Like fungi, insects in general suffer from poor PR – butterflies are a notable exception…
After two or three disastrous breeding seasons, butterflies are fortunately beginning to appear in large numbers again. Thanks to their brightly coloured wings and nectar diet, these are one of the few popular insects families.
As they flit from bush to bush, one might have thought their movements were random, but recent technological advances have made radar tracking possible and the results have astounded the experts. Until five years ago it was assumed butterflies flitted relatively casually around the countryside, apparently moving randomly from flower to flower. When the BBSRC researchers began to track adult peacock and small tortoiseshell butterflies, they discovered a far more complex picture. Far from engaging in relatively random flights between flowers, many were clearly undertaking fast directed flights to potential feeding sites. Others mixed foraging with wider circling flights that appear to help them get their bearings.
Experts have known for years that many butterflies follow complex migratory movements, but it still comes as a surprise to most people that a creature as small as a butterfly can travel huge distances. Painted ladies, for example, cannot survive our winter and fly here from southern Europe every spring, while red admirals are blown in accidentally from France to breed prolifically in our nettles, only for their over-wintering larvae to be wiped out by January frosts.
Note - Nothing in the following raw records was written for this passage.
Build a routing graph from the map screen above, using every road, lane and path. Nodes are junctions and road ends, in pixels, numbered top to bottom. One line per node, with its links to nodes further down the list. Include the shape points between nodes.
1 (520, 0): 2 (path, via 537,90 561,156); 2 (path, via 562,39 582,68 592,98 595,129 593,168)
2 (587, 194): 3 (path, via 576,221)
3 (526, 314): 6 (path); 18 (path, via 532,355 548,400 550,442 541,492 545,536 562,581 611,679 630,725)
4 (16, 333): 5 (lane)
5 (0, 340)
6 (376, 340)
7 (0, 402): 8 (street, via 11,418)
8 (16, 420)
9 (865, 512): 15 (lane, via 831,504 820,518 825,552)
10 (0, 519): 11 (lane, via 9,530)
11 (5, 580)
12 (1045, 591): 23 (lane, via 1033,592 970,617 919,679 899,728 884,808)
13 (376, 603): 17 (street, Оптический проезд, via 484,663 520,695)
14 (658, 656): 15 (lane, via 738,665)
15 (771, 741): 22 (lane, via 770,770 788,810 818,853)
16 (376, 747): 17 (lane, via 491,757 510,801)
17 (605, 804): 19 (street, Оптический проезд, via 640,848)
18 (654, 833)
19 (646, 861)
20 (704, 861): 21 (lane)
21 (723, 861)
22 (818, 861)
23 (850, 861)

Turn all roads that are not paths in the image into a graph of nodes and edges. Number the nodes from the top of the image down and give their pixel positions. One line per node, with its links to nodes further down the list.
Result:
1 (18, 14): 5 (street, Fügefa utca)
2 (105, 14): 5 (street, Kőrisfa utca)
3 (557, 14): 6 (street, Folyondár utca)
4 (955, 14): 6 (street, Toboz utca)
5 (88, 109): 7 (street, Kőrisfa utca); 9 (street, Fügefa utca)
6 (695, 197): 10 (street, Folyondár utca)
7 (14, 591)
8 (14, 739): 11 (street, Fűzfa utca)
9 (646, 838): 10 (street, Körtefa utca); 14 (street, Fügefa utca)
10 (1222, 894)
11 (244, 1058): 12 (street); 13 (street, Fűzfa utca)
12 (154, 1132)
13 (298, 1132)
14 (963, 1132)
Most of a butterfly’s life is spent as a caterpillar or chrysalis. Adults are quite short lived, but this is the critical point at which they can move relatively big distances – the problem is until now we haven’t been able to keep tabs on where they go or how they move. This is particularly important with rare species because if they are restricted to movements along hedgerow ‘corridors’ then each time a small, geographically-isolated population is lost, it may mean it is for good. On the other hand if they are they happy to move across open country the prospects for recolonising suitable habitat are promising.
The new tracking research is also exciting because it helps us plot global warming. Butterflies are at the edge of their range in Britain where many species struggle with uncertain damp, cool, summers and frosty winters. The run of recent warm, dry, summers in the 1990s and the first few years of this century saw ranges expand markedly. The speckled wood, for instance, used to be quite rare and confined to the south east, but is now found as far north as Scotland. Orange tips and marbled whites are currently experiencing similar expansions. At the turn of the last century they were almost unheard of in Wales and the Pennines. Now they are relatively common across the southern half of the Principality and are knocking on the door of Northumberland.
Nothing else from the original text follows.